[YOUR TASK] Go through the records below and copy out every line holding "dead".

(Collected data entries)
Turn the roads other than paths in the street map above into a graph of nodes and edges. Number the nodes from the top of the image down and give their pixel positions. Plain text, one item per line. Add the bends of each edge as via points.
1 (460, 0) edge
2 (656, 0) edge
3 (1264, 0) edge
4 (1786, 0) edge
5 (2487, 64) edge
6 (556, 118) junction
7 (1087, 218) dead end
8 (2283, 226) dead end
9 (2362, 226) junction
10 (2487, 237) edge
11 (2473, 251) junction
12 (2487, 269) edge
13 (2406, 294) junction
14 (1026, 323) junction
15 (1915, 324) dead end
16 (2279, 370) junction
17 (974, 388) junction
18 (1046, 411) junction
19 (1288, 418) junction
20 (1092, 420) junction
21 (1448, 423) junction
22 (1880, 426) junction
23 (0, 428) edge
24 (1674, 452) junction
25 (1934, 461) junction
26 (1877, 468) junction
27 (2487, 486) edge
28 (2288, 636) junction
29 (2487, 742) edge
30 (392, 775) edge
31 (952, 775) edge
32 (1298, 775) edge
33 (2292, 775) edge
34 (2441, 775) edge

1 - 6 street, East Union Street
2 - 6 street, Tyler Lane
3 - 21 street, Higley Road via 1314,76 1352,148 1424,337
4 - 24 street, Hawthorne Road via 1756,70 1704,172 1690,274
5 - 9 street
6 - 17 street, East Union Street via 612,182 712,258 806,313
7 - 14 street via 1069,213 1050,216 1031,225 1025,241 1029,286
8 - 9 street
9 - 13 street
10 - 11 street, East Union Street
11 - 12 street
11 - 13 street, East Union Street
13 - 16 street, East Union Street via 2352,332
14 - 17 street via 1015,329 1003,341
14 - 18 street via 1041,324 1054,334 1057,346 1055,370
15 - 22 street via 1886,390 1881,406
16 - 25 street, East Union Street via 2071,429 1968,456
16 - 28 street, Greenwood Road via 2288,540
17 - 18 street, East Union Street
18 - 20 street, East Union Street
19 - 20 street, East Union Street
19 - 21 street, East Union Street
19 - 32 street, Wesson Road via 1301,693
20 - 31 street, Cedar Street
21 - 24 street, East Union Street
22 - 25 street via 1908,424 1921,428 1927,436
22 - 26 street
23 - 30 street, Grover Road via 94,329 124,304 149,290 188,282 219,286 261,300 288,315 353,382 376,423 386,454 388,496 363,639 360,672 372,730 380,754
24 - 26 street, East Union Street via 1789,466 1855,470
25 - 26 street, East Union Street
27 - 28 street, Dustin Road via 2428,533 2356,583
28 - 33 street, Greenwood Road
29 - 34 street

[TASK RESPONSE]
7 (1087, 218) dead end
8 (2283, 226) dead end
15 (1915, 324) dead end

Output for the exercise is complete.